Retype all the entries word for word, but omit the pictures.

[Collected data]
__________

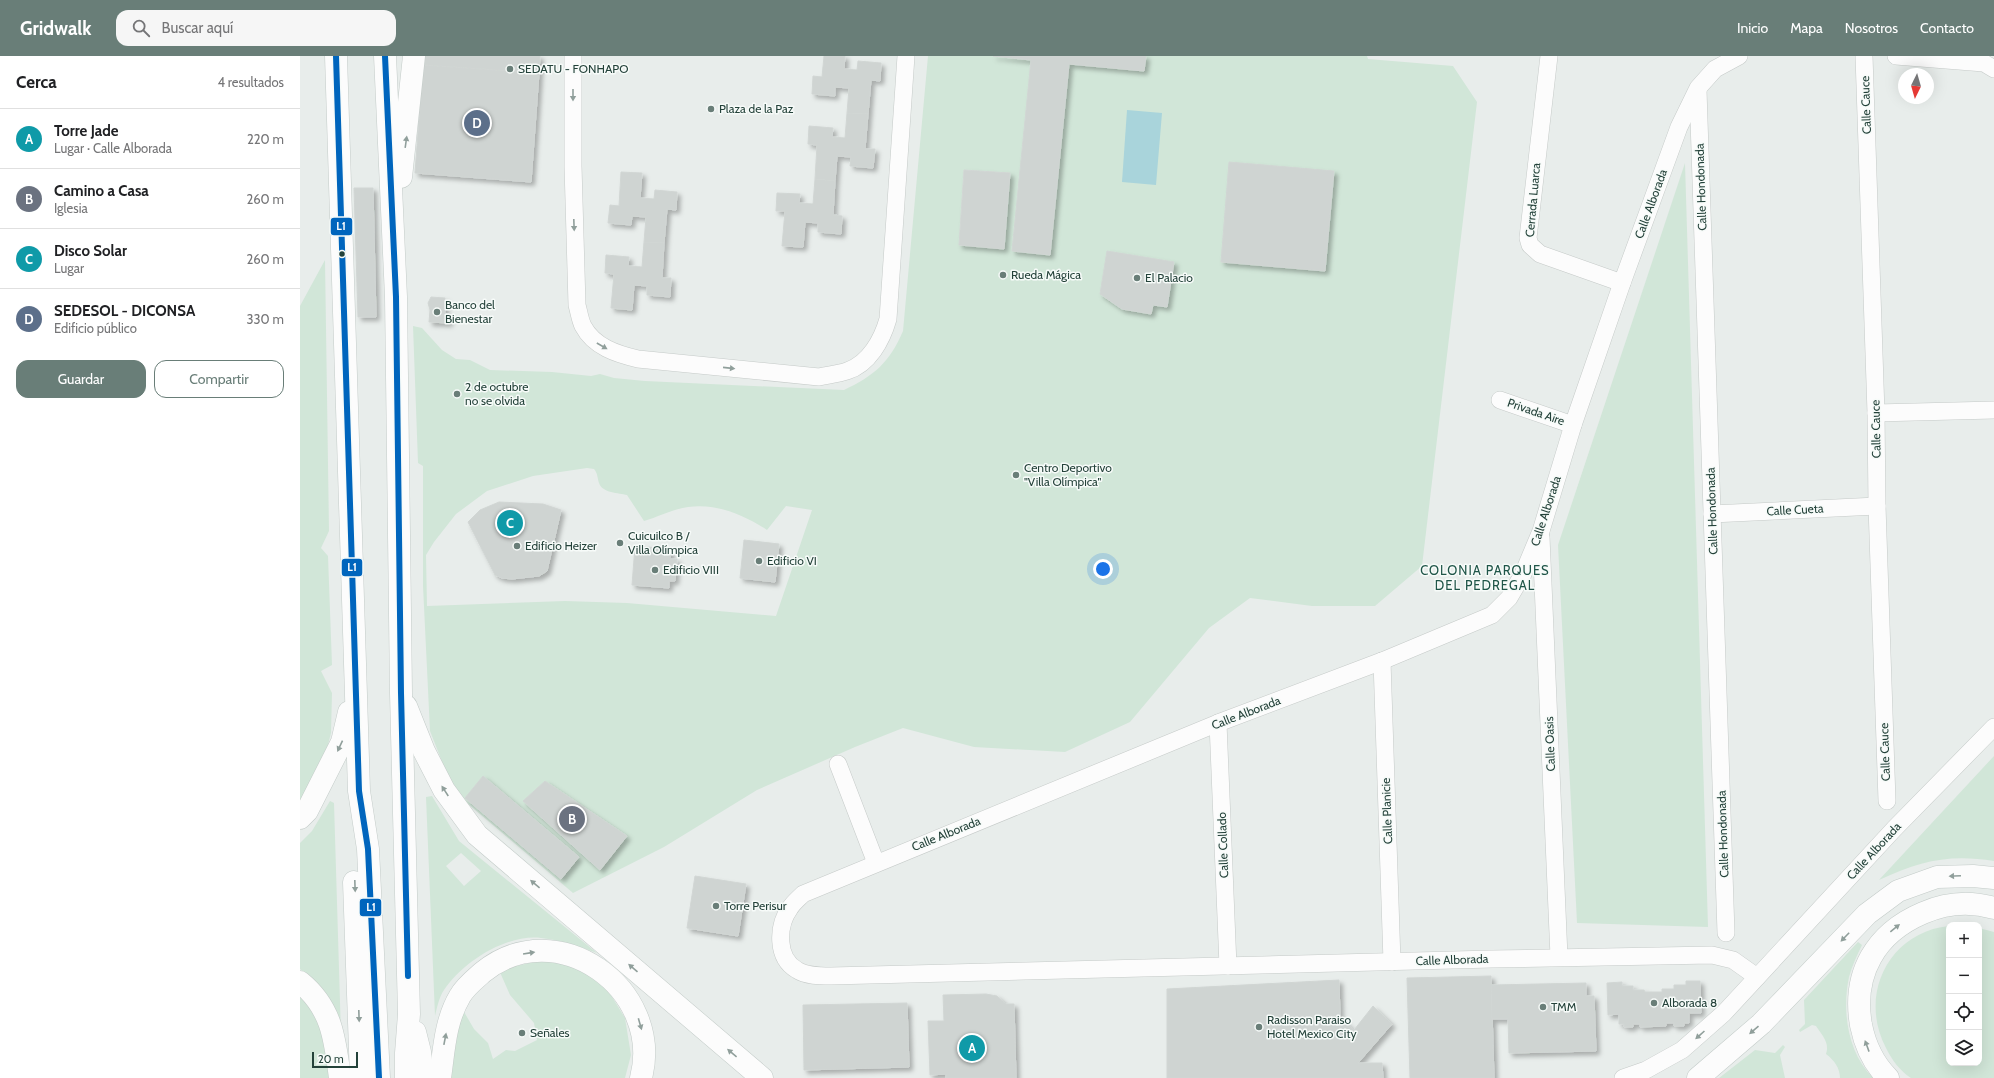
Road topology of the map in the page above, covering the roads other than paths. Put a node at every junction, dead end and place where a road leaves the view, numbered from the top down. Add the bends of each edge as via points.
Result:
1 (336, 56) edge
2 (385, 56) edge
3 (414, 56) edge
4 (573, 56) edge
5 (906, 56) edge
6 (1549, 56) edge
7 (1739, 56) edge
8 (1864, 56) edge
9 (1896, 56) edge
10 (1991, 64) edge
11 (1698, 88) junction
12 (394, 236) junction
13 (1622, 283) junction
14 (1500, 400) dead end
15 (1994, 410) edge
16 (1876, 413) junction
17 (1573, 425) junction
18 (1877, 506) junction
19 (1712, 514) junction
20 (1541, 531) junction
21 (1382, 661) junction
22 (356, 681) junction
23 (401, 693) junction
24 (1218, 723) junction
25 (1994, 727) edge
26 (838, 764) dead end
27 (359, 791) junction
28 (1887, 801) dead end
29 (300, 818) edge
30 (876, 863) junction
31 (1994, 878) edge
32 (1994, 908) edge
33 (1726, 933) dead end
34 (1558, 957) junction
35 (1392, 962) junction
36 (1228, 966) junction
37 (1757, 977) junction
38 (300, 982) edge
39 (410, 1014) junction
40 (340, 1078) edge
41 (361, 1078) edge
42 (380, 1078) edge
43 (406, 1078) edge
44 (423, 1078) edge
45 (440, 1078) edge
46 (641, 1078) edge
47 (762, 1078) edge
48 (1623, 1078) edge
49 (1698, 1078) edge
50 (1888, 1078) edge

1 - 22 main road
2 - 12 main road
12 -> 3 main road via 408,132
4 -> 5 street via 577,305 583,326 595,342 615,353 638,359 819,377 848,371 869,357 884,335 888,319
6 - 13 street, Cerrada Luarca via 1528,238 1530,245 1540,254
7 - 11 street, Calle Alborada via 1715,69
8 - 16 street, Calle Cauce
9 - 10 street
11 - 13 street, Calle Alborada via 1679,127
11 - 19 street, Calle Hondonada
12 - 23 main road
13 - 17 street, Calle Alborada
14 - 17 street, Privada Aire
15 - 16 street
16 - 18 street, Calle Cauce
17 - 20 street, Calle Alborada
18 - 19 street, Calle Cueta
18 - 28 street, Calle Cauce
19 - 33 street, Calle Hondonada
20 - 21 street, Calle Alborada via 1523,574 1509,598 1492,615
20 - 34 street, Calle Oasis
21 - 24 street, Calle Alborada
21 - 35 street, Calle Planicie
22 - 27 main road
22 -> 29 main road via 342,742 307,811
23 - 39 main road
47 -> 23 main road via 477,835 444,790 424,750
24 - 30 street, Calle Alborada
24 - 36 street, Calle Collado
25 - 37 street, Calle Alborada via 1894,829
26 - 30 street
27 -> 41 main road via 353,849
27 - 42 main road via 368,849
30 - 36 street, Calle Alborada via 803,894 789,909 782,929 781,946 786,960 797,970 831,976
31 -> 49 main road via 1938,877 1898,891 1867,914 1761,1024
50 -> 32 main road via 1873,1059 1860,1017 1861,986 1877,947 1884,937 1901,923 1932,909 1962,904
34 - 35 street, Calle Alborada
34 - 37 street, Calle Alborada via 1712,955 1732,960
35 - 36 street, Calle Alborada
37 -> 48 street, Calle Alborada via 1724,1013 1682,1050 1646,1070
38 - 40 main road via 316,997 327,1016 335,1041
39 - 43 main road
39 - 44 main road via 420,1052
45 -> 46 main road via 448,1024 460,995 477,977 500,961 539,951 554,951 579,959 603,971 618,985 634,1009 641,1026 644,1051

__________

*Answer space:*
Road topology of the map in the page above, covering the roads other than paths. Put a node at every junction, dead end and place where a road leaves the view, numbered from the top down. Add the bends of each edge as via points.
Result:
1 (336, 56) edge
2 (385, 56) edge
3 (414, 56) edge
4 (573, 56) edge
5 (906, 56) edge
6 (1549, 56) edge
7 (1739, 56) edge
8 (1864, 56) edge
9 (1896, 56) edge
10 (1991, 64) edge
11 (1698, 88) junction
12 (394, 236) junction
13 (1622, 283) junction
14 (1500, 400) dead end
15 (1994, 410) edge
16 (1876, 413) junction
17 (1573, 425) junction
18 (1877, 506) junction
19 (1712, 514) junction
20 (1541, 531) junction
21 (1382, 661) junction
22 (356, 681) junction
23 (401, 693) junction
24 (1218, 723) junction
25 (1994, 727) edge
26 (838, 764) dead end
27 (359, 791) junction
28 (1887, 801) dead end
29 (300, 818) edge
30 (876, 863) junction
31 (1994, 878) edge
32 (1994, 908) edge
33 (1726, 933) dead end
34 (1558, 957) junction
35 (1392, 962) junction
36 (1228, 966) junction
37 (1757, 977) junction
38 (300, 982) edge
39 (410, 1014) junction
40 (340, 1078) edge
41 (361, 1078) edge
42 (380, 1078) edge
43 (406, 1078) edge
44 (423, 1078) edge
45 (440, 1078) edge
46 (641, 1078) edge
47 (762, 1078) edge
48 (1623, 1078) edge
49 (1698, 1078) edge
50 (1888, 1078) edge

1 - 22 main road
2 - 12 main road
12 -> 3 main road via 408,132
4 -> 5 street via 577,305 583,326 595,342 615,353 638,359 819,377 848,371 869,357 884,335 888,319
6 - 13 street, Cerrada Luarca via 1528,238 1530,245 1540,254
7 - 11 street, Calle Alborada via 1715,69
8 - 16 street, Calle Cauce
9 - 10 street
11 - 13 street, Calle Alborada via 1679,127
11 - 19 street, Calle Hondonada
12 - 23 main road
13 - 17 street, Calle Alborada
14 - 17 street, Privada Aire
15 - 16 street
16 - 18 street, Calle Cauce
17 - 20 street, Calle Alborada
18 - 19 street, Calle Cueta
18 - 28 street, Calle Cauce
19 - 33 street, Calle Hondonada
20 - 21 street, Calle Alborada via 1523,574 1509,598 1492,615
20 - 34 street, Calle Oasis
21 - 24 street, Calle Alborada
21 - 35 street, Calle Planicie
22 - 27 main road
22 -> 29 main road via 342,742 307,811
23 - 39 main road
47 -> 23 main road via 477,835 444,790 424,750
24 - 30 street, Calle Alborada
24 - 36 street, Calle Collado
25 - 37 street, Calle Alborada via 1894,829
26 - 30 street
27 -> 41 main road via 353,849
27 - 42 main road via 368,849
30 - 36 street, Calle Alborada via 803,894 789,909 782,929 781,946 786,960 797,970 831,976
31 -> 49 main road via 1938,877 1898,891 1867,914 1761,1024
50 -> 32 main road via 1873,1059 1860,1017 1861,986 1877,947 1884,937 1901,923 1932,909 1962,904
34 - 35 street, Calle Alborada
34 - 37 street, Calle Alborada via 1712,955 1732,960
35 - 36 street, Calle Alborada
37 -> 48 street, Calle Alborada via 1724,1013 1682,1050 1646,1070
38 - 40 main road via 316,997 327,1016 335,1041
39 - 43 main road
39 - 44 main road via 420,1052
45 -> 46 main road via 448,1024 460,995 477,977 500,961 539,951 554,951 579,959 603,971 618,985 634,1009 641,1026 644,1051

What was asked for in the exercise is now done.